- _To do_
An exact copy of every entry is required, minus the pictures.

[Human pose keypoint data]
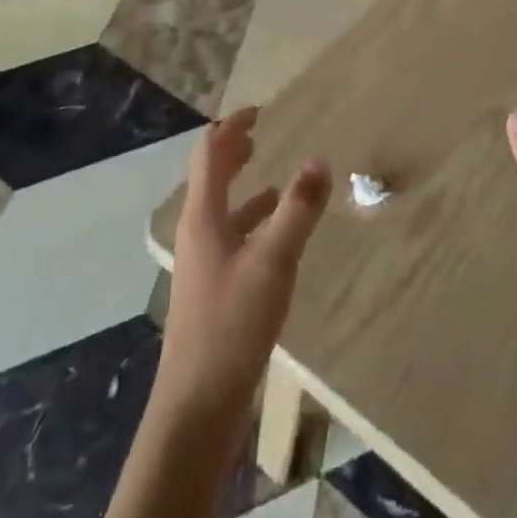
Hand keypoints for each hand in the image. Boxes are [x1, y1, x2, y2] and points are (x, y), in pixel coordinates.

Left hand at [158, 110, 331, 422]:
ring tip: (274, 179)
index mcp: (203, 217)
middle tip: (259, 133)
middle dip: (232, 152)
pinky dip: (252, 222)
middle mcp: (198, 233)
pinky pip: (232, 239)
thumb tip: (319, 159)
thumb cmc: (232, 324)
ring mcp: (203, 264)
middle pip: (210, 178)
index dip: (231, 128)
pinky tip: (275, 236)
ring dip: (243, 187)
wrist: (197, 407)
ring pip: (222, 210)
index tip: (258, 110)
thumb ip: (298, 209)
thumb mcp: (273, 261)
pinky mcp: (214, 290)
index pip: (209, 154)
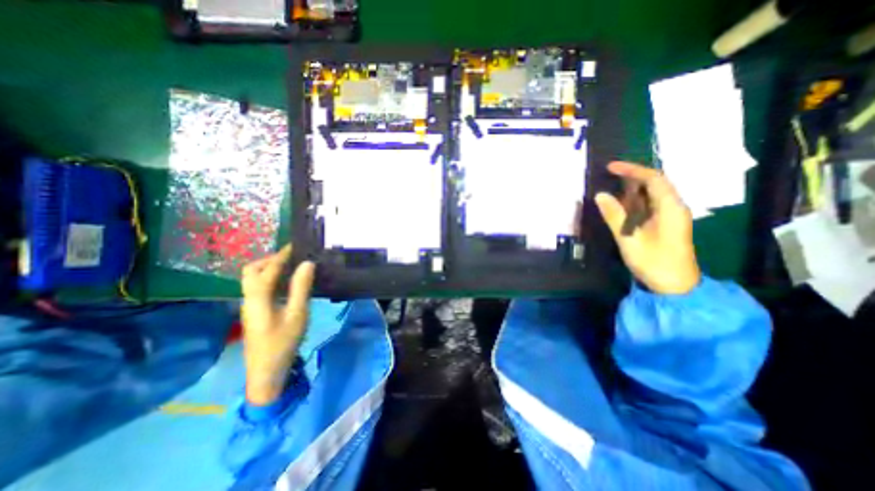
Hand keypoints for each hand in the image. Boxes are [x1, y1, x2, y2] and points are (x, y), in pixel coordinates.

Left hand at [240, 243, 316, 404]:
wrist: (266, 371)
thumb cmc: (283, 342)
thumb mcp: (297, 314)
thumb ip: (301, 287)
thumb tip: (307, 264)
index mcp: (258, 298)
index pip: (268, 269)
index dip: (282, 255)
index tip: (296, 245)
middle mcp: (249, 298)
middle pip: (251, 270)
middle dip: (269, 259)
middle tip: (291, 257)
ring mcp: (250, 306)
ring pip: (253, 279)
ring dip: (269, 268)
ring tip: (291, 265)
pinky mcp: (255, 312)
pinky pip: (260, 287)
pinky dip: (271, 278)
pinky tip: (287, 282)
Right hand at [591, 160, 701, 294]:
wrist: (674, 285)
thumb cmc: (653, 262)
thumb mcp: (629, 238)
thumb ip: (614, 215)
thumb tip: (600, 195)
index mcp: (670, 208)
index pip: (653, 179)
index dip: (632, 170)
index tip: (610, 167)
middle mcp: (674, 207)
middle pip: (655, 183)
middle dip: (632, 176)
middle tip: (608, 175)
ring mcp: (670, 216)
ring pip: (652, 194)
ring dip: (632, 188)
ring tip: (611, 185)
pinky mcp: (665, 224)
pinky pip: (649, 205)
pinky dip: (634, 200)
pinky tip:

- _Expected output_
Hand keypoints for each hand in the image. Boxes are [x1, y1, x2, y2] and points are (x, y), in pixel coordinates.

Left hand at [158, 110, 331, 422]:
ring tip: (274, 179)
index mcp: (203, 217)
middle tip: (259, 133)
middle dip: (232, 152)
pinky dip: (252, 222)
middle mcp: (198, 233)
pinky pip: (232, 239)
thumb tip: (319, 159)
thumb cmc: (232, 324)
ring mcp: (203, 264)
middle pip: (210, 178)
index dip: (231, 128)
pinky tip: (275, 236)
ring dip: (243, 187)
wrist: (197, 407)
ring pip: (222, 210)
index tip: (258, 110)
thumb ip: (298, 209)
thumb mcp: (273, 261)
pinky mcp: (214, 290)
index pip: (209, 154)
Hand keypoints for each hand in the image. Boxes are [x1, y1, x2, y2] and points are (x, y), in pixel coordinates.

Left hand at [240, 243, 316, 404]:
wrist: (266, 371)
thumb cmc: (283, 342)
thumb mcp: (297, 314)
thumb ip: (301, 287)
thumb tip: (307, 264)
index mcp: (258, 298)
index pip: (268, 269)
index dip: (282, 255)
index tip: (296, 245)
middle mcp: (249, 298)
middle pip: (251, 270)
middle dip: (269, 259)
middle tip: (291, 257)
ring mcp: (250, 306)
ring pip: (253, 279)
ring dip: (269, 268)
ring tip: (291, 265)
pinky mcp: (255, 312)
pinky pip: (260, 287)
pinky dip: (271, 278)
pinky tip: (287, 282)
Right hand at [591, 160, 701, 294]:
wrist: (674, 285)
thumb cmc: (653, 262)
thumb mcp: (629, 238)
thumb ip: (614, 215)
thumb tip: (600, 195)
index mcp: (670, 208)
index pip: (653, 179)
index dip: (632, 170)
index tip: (610, 167)
middle mcp: (674, 207)
middle pip: (655, 183)
middle dip: (632, 176)
middle tip: (608, 175)
ring mcp: (670, 216)
ring pip: (652, 194)
ring dip: (632, 188)
ring tip: (611, 185)
pinky mcp: (665, 224)
pinky pip: (649, 205)
pinky dip: (634, 200)
pinky tip:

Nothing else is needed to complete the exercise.